There are now four steak places that I love at least as well, and would consider to be at the top of the heap, but they each operate so differently and make different cuts / seasonings / sides, etc., that it's hard to compare directly, and I've given up trying. When I get to eat at any of them, I consider it a "good day".
On top of that, he isn't likely to have eaten at every single Ramen place in Tokyo, so the claim is specious at best.
I wonder how Dustin would react if he discovered that the company he bought the cutlery from was actually mass producing them and floating the whole "Japanese product designer from a family that made Samurai swords" story to help sell their product. Would it matter to him? Is he buying great silverware or a great story?
“Who are you the King of Siam, you got to get the best one? Who cares? They’re all the same these machines. They’re all made from the same asian suffering.” - Louis CK
When I was in fourth grade I bought a tri-fold leather wallet from target. My older brother wanted me to give it to him because he would need one for his permit some day but I refused. I've went on to use the wallet for 20 years before I finally retired it. It held my money and cards perfectly every day of those twenty years and I spent maybe 2 minutes picking it out. I paid around $20 for it.

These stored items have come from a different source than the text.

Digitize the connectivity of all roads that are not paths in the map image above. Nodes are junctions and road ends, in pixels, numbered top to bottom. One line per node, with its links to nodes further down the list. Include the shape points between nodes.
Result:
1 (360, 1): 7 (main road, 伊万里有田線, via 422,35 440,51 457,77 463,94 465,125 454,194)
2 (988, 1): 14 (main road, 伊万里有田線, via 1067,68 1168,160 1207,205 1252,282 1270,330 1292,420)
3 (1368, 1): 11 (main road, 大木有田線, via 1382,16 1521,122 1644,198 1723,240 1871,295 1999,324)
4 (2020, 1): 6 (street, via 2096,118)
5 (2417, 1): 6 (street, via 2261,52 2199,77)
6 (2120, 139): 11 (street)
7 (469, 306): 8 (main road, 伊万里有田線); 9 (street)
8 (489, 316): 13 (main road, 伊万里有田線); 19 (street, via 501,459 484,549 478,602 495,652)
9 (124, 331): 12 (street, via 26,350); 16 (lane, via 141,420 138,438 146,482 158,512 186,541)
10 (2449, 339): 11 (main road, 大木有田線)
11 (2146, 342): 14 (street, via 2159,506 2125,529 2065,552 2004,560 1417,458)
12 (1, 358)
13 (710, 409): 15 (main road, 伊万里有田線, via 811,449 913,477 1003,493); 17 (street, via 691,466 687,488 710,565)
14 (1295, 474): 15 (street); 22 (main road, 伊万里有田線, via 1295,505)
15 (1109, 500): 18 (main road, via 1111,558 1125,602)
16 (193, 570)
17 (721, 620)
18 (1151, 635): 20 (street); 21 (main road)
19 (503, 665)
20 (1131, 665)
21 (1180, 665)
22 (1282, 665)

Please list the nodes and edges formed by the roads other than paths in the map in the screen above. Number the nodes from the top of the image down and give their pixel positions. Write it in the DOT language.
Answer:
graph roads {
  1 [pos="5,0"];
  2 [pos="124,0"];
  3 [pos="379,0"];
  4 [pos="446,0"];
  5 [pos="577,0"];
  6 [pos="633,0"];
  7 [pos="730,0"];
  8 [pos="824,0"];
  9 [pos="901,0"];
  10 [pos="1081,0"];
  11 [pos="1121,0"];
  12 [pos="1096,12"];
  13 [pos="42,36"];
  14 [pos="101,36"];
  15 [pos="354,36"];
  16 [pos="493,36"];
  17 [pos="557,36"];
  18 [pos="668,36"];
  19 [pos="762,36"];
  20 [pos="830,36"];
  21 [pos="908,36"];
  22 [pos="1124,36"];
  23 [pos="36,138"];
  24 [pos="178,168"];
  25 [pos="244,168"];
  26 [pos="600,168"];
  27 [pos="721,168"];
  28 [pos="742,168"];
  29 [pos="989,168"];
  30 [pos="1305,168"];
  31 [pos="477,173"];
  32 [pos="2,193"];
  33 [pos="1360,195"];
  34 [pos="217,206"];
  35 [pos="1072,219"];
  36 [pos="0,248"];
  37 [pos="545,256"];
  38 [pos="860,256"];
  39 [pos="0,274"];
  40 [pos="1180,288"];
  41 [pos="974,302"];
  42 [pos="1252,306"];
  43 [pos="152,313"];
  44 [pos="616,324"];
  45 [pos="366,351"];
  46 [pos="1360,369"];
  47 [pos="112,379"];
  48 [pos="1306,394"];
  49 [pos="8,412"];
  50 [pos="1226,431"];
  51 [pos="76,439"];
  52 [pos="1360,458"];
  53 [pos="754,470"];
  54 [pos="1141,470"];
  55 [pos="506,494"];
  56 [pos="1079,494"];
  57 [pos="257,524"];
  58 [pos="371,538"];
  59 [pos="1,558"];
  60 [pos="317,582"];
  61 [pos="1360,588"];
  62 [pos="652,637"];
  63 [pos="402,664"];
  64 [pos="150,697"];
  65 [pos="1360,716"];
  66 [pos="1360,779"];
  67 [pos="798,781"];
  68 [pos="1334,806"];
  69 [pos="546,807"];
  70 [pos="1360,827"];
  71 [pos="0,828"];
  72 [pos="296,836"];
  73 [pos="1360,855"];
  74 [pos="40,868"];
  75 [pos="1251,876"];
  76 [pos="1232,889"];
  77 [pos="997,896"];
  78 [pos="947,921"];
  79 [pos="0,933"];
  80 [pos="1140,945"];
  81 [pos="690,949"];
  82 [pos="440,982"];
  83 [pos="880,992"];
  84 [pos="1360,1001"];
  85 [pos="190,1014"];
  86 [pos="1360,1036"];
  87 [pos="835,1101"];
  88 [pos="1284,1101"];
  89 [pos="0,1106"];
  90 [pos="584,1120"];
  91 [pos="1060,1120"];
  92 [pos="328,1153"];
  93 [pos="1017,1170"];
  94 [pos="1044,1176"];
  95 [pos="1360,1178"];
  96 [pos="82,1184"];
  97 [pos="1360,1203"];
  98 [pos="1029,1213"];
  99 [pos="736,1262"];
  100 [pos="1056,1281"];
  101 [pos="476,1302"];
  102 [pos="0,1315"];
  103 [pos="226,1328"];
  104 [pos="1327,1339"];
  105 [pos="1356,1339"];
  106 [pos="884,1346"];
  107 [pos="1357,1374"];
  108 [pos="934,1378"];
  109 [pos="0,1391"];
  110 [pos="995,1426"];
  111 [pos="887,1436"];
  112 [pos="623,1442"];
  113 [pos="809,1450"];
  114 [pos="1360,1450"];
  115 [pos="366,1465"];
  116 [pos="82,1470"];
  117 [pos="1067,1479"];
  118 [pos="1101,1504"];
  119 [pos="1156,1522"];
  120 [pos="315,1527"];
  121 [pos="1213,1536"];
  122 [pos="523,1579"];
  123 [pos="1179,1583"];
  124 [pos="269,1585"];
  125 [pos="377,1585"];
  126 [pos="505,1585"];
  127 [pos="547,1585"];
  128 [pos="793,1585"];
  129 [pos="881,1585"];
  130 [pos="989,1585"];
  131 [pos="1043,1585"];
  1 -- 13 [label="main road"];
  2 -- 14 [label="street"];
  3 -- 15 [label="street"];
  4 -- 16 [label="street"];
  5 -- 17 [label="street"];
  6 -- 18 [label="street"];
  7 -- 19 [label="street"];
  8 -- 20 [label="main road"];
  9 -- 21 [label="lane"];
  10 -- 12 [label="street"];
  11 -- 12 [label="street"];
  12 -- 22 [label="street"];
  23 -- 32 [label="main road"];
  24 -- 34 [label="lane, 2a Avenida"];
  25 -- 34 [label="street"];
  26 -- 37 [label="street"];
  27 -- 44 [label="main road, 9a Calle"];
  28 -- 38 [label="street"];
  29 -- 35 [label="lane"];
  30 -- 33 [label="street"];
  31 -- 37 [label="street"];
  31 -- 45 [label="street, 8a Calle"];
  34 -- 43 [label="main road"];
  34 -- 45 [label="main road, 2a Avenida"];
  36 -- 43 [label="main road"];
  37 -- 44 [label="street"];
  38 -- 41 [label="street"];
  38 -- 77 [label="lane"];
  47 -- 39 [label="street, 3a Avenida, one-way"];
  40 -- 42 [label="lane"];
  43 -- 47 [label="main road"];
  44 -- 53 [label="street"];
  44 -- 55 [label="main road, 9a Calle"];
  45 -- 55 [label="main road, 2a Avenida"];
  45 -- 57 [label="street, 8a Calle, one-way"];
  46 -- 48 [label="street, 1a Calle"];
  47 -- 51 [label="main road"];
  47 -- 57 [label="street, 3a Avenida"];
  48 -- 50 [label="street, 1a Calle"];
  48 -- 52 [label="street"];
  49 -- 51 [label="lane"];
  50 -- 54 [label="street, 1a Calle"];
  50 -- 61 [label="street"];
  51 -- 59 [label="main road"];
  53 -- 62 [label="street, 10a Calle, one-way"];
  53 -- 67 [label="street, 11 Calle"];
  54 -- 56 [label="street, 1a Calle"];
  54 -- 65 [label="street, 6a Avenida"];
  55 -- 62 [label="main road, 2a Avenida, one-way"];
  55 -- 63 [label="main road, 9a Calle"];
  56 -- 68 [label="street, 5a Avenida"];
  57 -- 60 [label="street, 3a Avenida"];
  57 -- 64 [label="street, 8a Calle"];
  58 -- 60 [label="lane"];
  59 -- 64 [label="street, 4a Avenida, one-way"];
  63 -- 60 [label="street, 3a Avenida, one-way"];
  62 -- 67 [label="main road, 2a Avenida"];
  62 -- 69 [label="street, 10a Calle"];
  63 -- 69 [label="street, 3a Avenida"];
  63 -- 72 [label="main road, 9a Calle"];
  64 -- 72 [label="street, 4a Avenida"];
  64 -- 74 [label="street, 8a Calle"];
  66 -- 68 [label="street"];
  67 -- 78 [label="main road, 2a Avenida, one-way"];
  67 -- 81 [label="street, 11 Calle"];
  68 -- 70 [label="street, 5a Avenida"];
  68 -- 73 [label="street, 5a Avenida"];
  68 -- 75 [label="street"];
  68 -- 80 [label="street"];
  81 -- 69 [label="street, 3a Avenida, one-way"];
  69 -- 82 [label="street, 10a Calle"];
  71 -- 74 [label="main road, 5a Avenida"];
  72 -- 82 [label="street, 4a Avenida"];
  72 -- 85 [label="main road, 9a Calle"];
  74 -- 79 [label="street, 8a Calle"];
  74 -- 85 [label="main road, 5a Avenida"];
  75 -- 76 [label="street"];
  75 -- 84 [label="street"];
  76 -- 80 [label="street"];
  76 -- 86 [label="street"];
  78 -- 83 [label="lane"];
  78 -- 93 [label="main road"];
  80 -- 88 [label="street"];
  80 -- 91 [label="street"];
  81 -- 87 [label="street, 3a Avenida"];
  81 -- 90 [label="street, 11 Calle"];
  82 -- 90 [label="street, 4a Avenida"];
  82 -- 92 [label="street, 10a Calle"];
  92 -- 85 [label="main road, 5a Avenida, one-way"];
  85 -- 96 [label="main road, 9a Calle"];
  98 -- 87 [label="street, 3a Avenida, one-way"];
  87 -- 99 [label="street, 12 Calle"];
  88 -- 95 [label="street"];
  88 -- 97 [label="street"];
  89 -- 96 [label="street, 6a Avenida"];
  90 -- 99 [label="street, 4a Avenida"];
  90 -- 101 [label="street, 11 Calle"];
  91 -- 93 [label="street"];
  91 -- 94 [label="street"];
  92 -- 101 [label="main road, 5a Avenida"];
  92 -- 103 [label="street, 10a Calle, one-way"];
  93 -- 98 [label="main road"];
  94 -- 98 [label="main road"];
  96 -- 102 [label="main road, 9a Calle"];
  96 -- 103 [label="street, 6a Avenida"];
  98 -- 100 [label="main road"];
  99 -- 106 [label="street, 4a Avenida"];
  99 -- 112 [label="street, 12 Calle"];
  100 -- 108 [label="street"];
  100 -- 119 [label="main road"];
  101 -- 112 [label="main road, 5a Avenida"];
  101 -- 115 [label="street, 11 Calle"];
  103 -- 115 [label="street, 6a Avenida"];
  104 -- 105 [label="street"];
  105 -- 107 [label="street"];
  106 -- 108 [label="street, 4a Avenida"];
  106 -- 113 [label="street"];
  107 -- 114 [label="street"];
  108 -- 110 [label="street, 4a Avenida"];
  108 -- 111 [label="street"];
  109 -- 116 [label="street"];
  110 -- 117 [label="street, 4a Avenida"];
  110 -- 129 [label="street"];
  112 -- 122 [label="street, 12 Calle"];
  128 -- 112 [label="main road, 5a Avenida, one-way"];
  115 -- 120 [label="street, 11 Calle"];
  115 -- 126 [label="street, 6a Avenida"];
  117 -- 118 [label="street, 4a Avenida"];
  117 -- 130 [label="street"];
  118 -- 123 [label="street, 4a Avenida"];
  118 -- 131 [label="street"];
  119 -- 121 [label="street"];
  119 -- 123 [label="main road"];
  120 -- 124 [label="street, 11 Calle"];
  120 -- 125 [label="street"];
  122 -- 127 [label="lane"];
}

The point is, almost everything we buy these days is of pretty high quality - even the cheap stuff. Far more often do we throw away of give away perfectly good objects because we want to upgrade or because we no longer have a use for them than we do because they have stopped working.
I can see the appeal of owning what you perceive to be "the best" of a particular item, but you're kidding yourself if you think it's somehow fulfilling. It's just stuff.
Some guys just don't realize how artifical the problem is they pursue.
I'm wondering how much time will they devote to try to find the perfect coffin.
I mean, "some of the things that matter in coffin design are obvious, like the material and weight. Other things, which are arguably more important, are seemingly never even considered, like how the wood feels against your bones and skin, for example, or how the weight balances under the tombstone. The long term durability of each plywood is also important."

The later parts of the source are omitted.